Mgt301 FinalTerm Short Notes PDF
Negative demand occurs
when potential customers hold unfavorable or biased views about your product.
For instance, in a community where people believe only fresh food is healthy,
frozen food is seen as unhealthy and faces negative demand. In such cases,
marketers must use a conversion marketing strategy to change the public
perception of frozen food and demonstrate its benefits.
No demand is a situation
typically encountered during the initial stages of a business. Here, customers
are simply unaware of your product or its advantages. To create awareness and
spark interest, companies employ creative and stimulating marketing techniques.
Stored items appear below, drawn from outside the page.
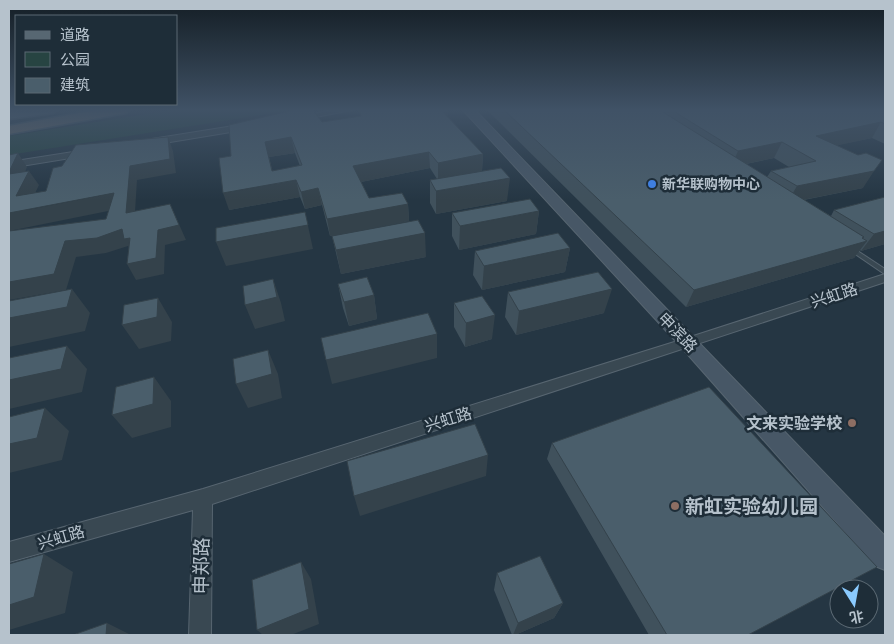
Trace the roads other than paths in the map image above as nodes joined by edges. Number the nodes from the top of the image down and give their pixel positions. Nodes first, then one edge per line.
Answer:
1 (171, 139) edge
2 (495, 139) edge
3 (147, 143) edge
4 (97, 151) edge
5 (9, 165) edge
6 (844, 245) edge
7 (885, 272) edge
8 (885, 278) edge
9 (689, 343) junction
10 (203, 498) junction
11 (9, 552) edge
12 (885, 556) edge
13 (200, 635) edge

1 - 3 street
2 - 9 main road, 申滨路
4 - 5 street
6 - 7 lane
8 - 9 street, 兴虹路
9 - 10 street, 兴虹路
9 - 12 main road, 申滨路
10 - 11 street, 兴虹路
10 - 13 street, 申郑路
These methods aim to introduce the product to the market and create a desire
for it among potential buyers.
Latent demand describes
products or services that could be in demand, but the demand isn’t immediately
apparent or expressed by customers. A classic example is the early days of
insurance policies. Initially, people didn’t show much interest in insurance
because they weren’t fully aware of its value. Once marketers highlighted the
benefits, such as financial protection and peace of mind, people started to see
insurance as a necessity, and demand grew.
Declining demand occurs
when a product or service is losing its appeal and demand starts to fall. This
can happen for various reasons, such as changing trends or the introduction of
newer, better alternatives. In these cases, marketers use remarketing
strategies to breathe new life into the product. This could involve adding new
features, updating the product’s design, or repositioning it in the market to
reignite customer interest.
Full or regular demand
represents an ideal scenario where the demand for a product matches the
company’s production capacity. This balance is also known as adequate or
sufficient demand. In such a situation, marketers focus on maintaining this
demand level by continually engaging with customers and reinforcing the
product’s value proposition. The goal is to extend this period of full demand
for as long as possible to maximize benefits and profitability.
Irregular demand is seen
when the demand for a product fluctuates at different times. A good example is
the sale of air conditioners, which soar during summer but decline in winter.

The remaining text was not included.